## WORK REQUEST:
Go through the records below and set each one down exactly, leaving out any pictures.

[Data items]
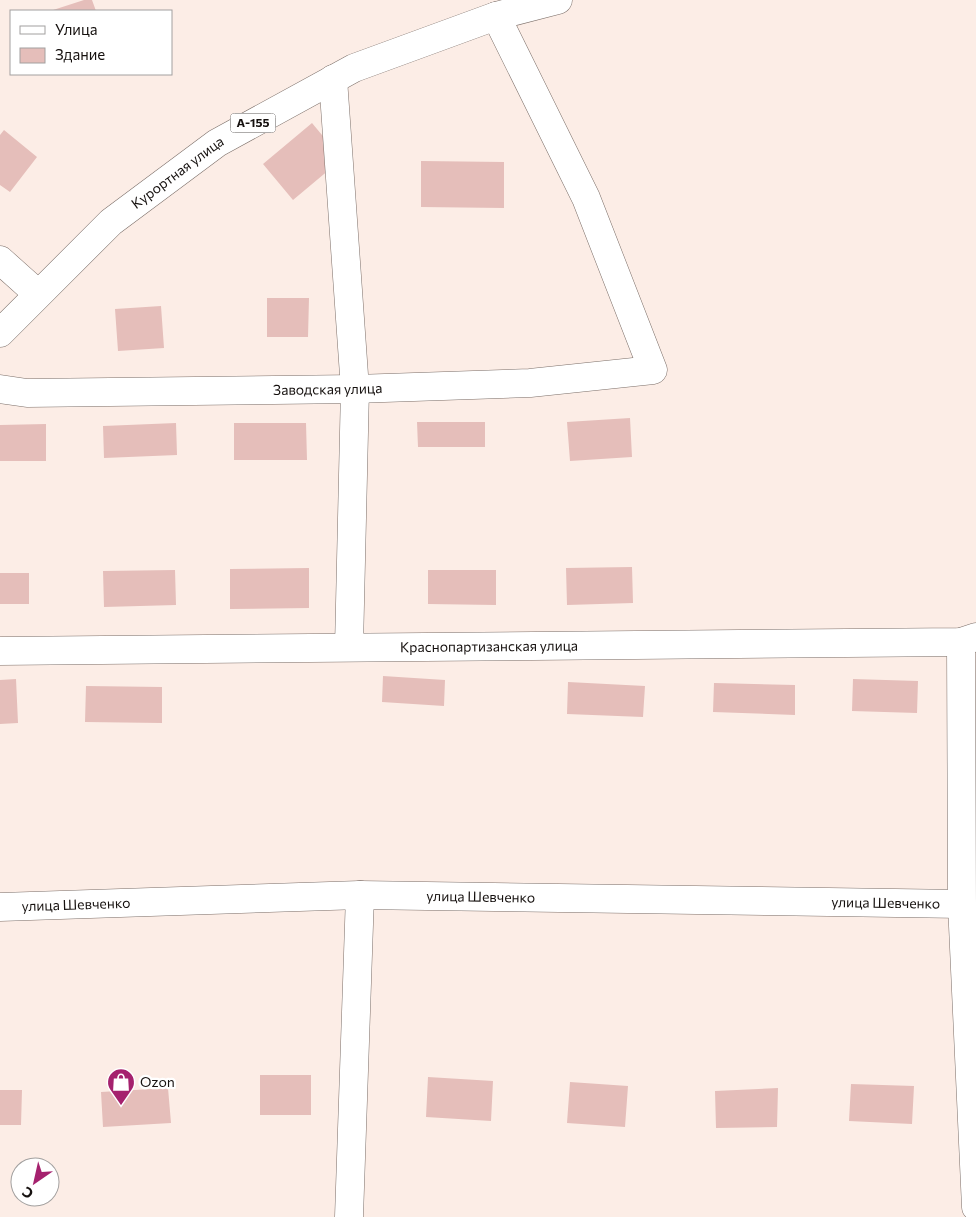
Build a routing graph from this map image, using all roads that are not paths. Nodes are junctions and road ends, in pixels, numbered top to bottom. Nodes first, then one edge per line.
1 (558, 0) edge
2 (496, 16) junction
3 (333, 79) junction
4 (0, 260) edge
5 (38, 294) junction
6 (0, 333) edge
7 (0, 389) edge
8 (355, 389) junction
9 (968, 640) edge
10 (349, 647) junction
11 (0, 651) edge
12 (360, 895) junction
13 (962, 904) junction
14 (0, 907) edge
15 (976, 1207) edge
16 (349, 1217) edge
17 (964, 1217) edge

1 - 2 street, Курортная улица / А-155
2 - 3 street, Курортная улица / А-155
2 - 8 street, Заводская улица
3 - 5 street, Курортная улица / А-155
3 - 8 street
4 - 5 street
5 - 6 street, Курортная улица / А-155
7 - 8 street, Заводская улица
8 - 10 street
9 - 10 street, Краснопартизанская улица
9 - 13 street
10 - 11 street, Краснопартизанская улица
12 - 13 street, улица Шевченко
12 - 14 street, улица Шевченко
12 - 16 street
13 - 15 street
15 - 17 street

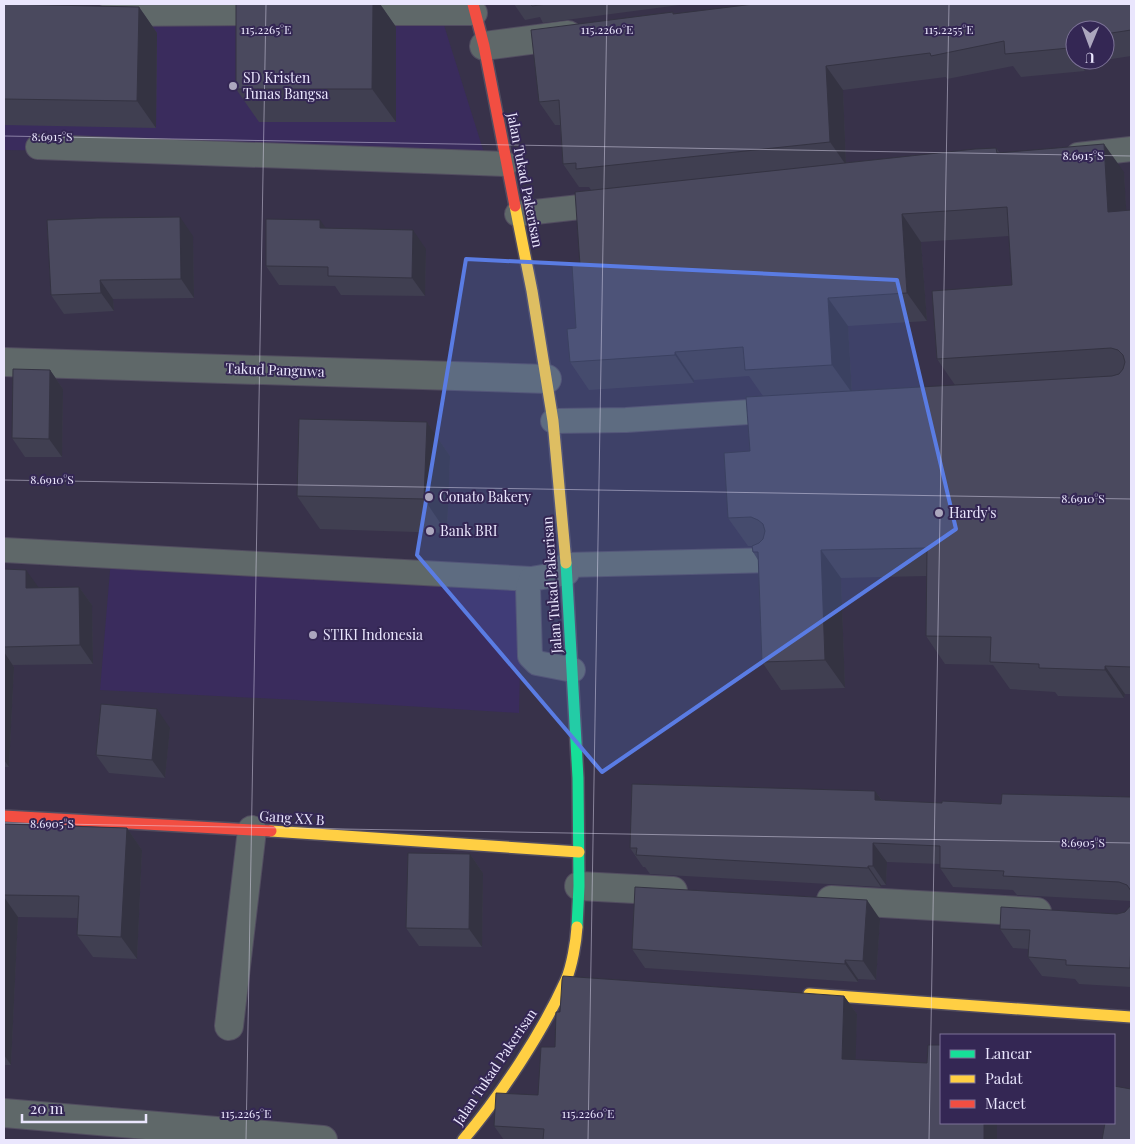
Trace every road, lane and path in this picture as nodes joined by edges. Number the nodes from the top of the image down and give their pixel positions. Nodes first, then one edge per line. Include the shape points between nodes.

## RESULT OF THIS TASK:
Build a routing graph from this map image, using all roads that are not paths. Nodes are junctions and road ends, in pixels, numbered top to bottom. Nodes first, then one edge per line.
1 (558, 0) edge
2 (496, 16) junction
3 (333, 79) junction
4 (0, 260) edge
5 (38, 294) junction
6 (0, 333) edge
7 (0, 389) edge
8 (355, 389) junction
9 (968, 640) edge
10 (349, 647) junction
11 (0, 651) edge
12 (360, 895) junction
13 (962, 904) junction
14 (0, 907) edge
15 (976, 1207) edge
16 (349, 1217) edge
17 (964, 1217) edge

1 - 2 street, Курортная улица / А-155
2 - 3 street, Курортная улица / А-155
2 - 8 street, Заводская улица
3 - 5 street, Курортная улица / А-155
3 - 8 street
4 - 5 street
5 - 6 street, Курортная улица / А-155
7 - 8 street, Заводская улица
8 - 10 street
9 - 10 street, Краснопартизанская улица
9 - 13 street
10 - 11 street, Краснопартизанская улица
12 - 13 street, улица Шевченко
12 - 14 street, улица Шевченко
12 - 16 street
13 - 15 street
15 - 17 street

Trace every road, lane and path in this picture as nodes joined by edges. Number the nodes from the top of the image down and give their pixel positions. Nodes first, then one edge per line. Include the shape points between nodes.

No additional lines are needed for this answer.